Although the Treworgy course is an introductory lesson about celestial navigation, Reed also teaches an advanced course on longitude by lunar distance, or “lunars,” in which the moon is used by mariners to determine longitude. He half-jokingly describes himself as the “world’s leading expert” on that topic, which was prevalent during the 19th century and saw a revival in the late 1960s when NASA used it for the Apollo program.

“It’s a small subject, but it’s the one I own,” he said. “It was critical technology that allowed the New England whale ships to pretty much own the eastern Pacific Ocean for decades.”

The Dec. 3 “StarTalk” episode is the first time that Reed has appeared on a television program to discuss his work in celestial navigation. His podcast appearance did not prepare him for television’s elaborate production. He was anticipating an intimate set.

“It was like mission control down there,” he said. “They had boom cameras and 30 big-screen monitors. It was stressful, but it was fun.”
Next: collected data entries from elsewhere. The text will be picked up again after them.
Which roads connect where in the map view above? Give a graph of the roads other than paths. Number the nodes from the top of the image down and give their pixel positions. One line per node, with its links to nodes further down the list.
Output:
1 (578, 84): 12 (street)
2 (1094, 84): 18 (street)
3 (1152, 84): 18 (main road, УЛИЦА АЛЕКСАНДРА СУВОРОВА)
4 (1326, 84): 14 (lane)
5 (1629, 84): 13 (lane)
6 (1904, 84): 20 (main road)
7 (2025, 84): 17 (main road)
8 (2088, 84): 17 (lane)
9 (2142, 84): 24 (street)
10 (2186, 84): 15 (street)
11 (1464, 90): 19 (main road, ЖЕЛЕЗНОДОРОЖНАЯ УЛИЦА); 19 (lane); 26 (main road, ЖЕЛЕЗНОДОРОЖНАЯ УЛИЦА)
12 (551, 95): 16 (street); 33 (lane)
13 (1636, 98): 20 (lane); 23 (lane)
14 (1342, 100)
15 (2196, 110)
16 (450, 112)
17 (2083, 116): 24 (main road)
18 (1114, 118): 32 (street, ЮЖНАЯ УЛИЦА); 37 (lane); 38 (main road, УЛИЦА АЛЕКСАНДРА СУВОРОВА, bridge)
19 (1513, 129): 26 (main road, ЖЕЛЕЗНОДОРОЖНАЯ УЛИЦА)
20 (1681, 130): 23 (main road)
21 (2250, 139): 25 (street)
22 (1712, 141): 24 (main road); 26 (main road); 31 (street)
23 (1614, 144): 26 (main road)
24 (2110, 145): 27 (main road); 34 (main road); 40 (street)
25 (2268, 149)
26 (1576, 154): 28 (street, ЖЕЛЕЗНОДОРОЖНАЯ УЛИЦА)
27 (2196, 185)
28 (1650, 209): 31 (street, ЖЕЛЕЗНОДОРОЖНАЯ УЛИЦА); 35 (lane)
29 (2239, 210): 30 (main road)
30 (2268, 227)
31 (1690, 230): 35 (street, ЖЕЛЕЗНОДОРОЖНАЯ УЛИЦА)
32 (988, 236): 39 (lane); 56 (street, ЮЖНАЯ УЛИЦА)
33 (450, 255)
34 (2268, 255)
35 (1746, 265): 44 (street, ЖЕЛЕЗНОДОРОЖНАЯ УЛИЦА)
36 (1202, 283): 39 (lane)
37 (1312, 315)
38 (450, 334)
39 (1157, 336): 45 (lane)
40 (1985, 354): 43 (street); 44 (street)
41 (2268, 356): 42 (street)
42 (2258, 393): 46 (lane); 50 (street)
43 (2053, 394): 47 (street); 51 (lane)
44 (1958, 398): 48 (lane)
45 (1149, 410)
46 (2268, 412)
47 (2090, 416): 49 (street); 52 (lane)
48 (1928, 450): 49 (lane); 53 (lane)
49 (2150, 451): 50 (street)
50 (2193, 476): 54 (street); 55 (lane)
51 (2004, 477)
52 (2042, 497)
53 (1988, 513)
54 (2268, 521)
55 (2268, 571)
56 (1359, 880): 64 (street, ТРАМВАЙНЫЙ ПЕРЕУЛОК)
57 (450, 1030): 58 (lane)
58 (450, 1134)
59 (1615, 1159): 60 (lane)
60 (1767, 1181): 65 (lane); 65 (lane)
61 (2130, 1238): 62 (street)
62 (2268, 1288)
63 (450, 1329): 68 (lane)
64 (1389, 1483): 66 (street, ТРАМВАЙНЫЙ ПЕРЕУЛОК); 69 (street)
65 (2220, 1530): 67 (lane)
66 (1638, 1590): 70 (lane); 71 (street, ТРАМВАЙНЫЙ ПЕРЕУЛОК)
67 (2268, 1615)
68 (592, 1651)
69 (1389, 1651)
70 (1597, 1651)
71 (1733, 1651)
The episode was filmed at the American Museum of National History in New York City, where Tyson has been the director of its Hayden Planetarium since 1997. Filming for the episode started at midnight and ended around 3 a.m. However, Reed said he was unfazed by the late production. That’s because he usually works well into the night anyway. He was also happy to work with Tyson again.

“He’s just the way he seems in most respects,” Reed said. “He’s funny and he’s endlessly fascinated by science. The man never stops. He’s working all the time. He’s always looking at something that he can use for his next show.”

Tyson has hosted “StarTalk” since 2015. The show’s guests typically feature of mix of scientists, like Reed, with celebrities, including James Cameron and singer Katy Perry. Along with TV, his podcast and the Hayden Planetarium, Tyson is a best-selling author.

The episode featuring Reed will air at 11 p.m. Nat-Geo is available on channel 83 for Cox Communications customers. For Verizon users, it’s channel 621.